Amy Timberlake is an American author of five children's books: One Came Home, That Girl Lucy Moon, The Dirty Cowboy, Skunk and Badger and Egg Marks the Spot. One Came Home was awarded the Newbery Honor and the Edgar Award. That Girl Lucy Moon was awarded by the Friends of American Writer's Literacy, and The Dirty Cowboy has received a Parent's Choice Gold Medal and won the 2004 Golden Kite Award.

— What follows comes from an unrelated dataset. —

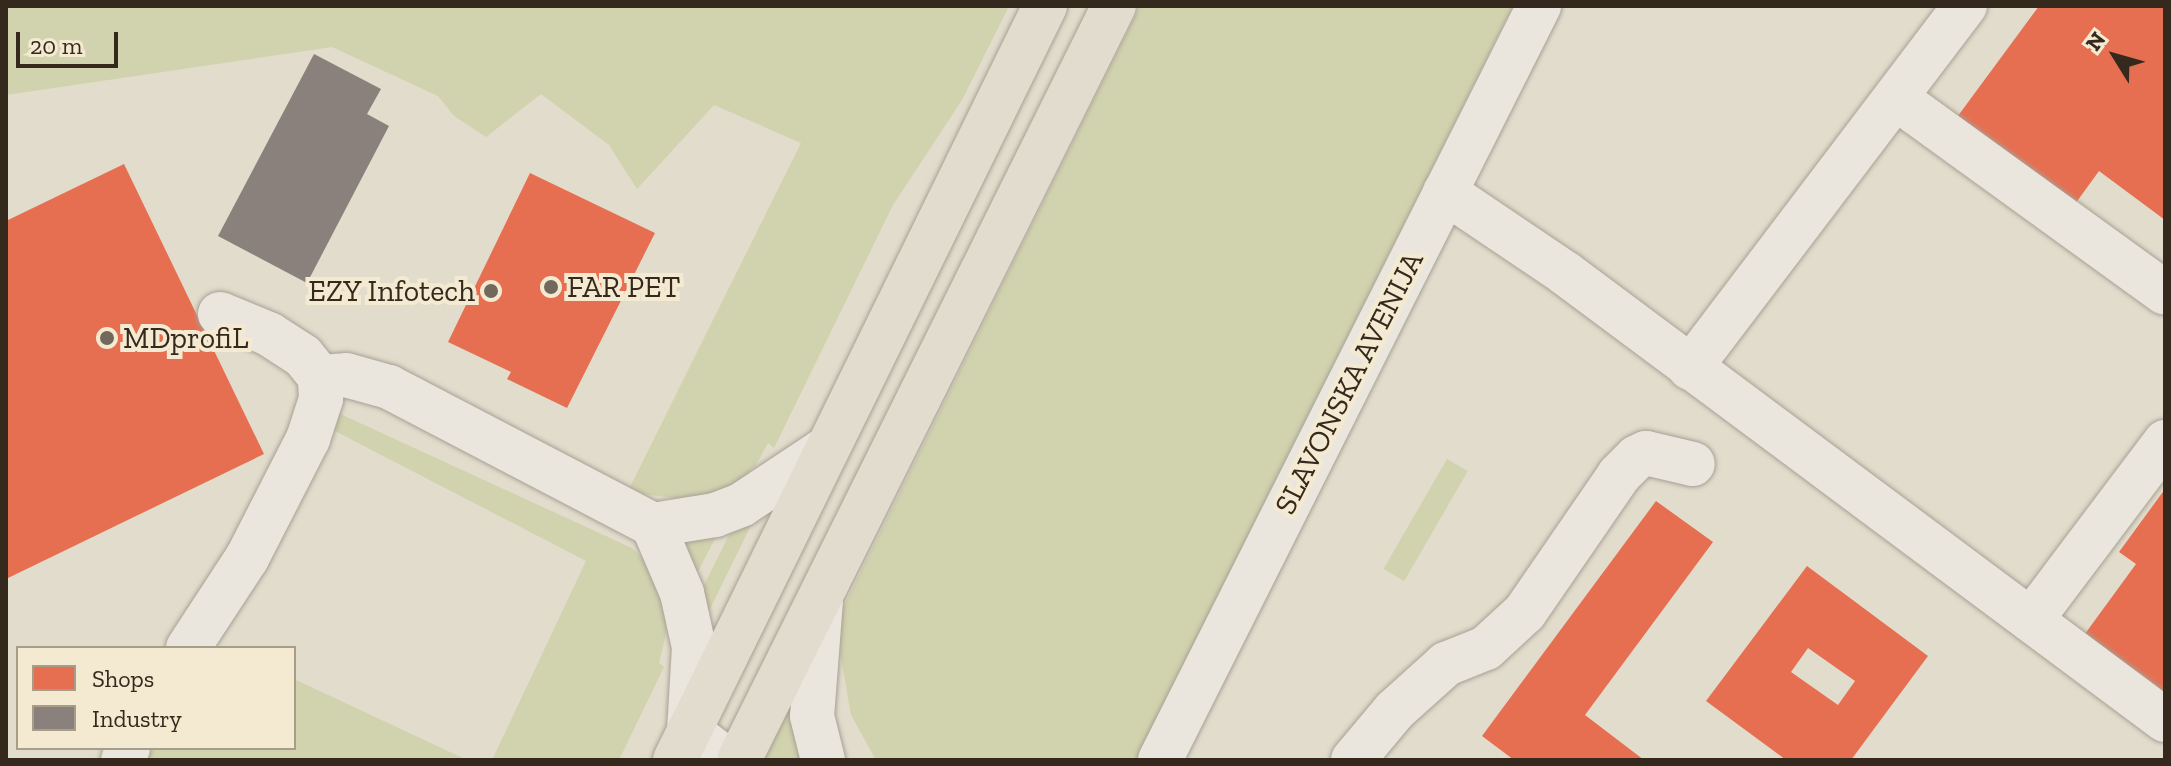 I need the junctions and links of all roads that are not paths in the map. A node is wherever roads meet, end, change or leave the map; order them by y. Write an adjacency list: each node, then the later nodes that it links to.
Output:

Timberlake grew up in the small town of Hudson, Wisconsin, but later adapted to city life when she moved to Chicago, Illinois and married.

==Bibliography==
===Skunk and Badger Series===
Skunk and Badger was published on September 15, 2020 by Algonquin Young Readers and has received the following accolades:

- People Best Book for Kids of 2020
- Kirkus Reviews Best Children’s Book of 2020
- Booklist Editor’s Choice Book of 2020
- School Library Journal Best Book of 2020
- Publishers Weekly Best Book of 2020
- Shelf Awareness for Readers Best Book of 2020
- New York Public Library Best Book of 2020
- Chicago Public Library Best Book of 2020
- Indigo Best Book of the Year 2020
- Evanston Public Library Great Kids Book of 2020
- Sid Fleischman Award for Humor nominee (2020)

Skunk and Badgers sequel, Egg Marks the Spot, was published on September 14, 2021 by Algonquin Books.

===One Came Home (2013)===
One Came Home was published on January 1, 2013 by Knopf Books for Young Readers and has received the following accolades:

- 2015 Pennsylvania Young Readers' Choice Award Nominee for Grades 6-8
- 2014 Judy Lopez Memorial Award for Children's Literature Nominee
- 2014 Society of Midland Authors Award for Children's Fiction
- 2014 John Newbery Medal Honor Book
- 2014 Edgar Award for Best Juvenile Mystery

===That Girl Lucy Moon (2006)===
That Girl Lucy Moon was published on September 1, 2006 by Disney-Hyperion.

=== The Dirty Cowboy (2003)===
The Dirty Cowboy was published on August 8, 2003 by Farrar, Straus, and Giroux. It received the Golden Kite Award for Picture Book Text in 2004.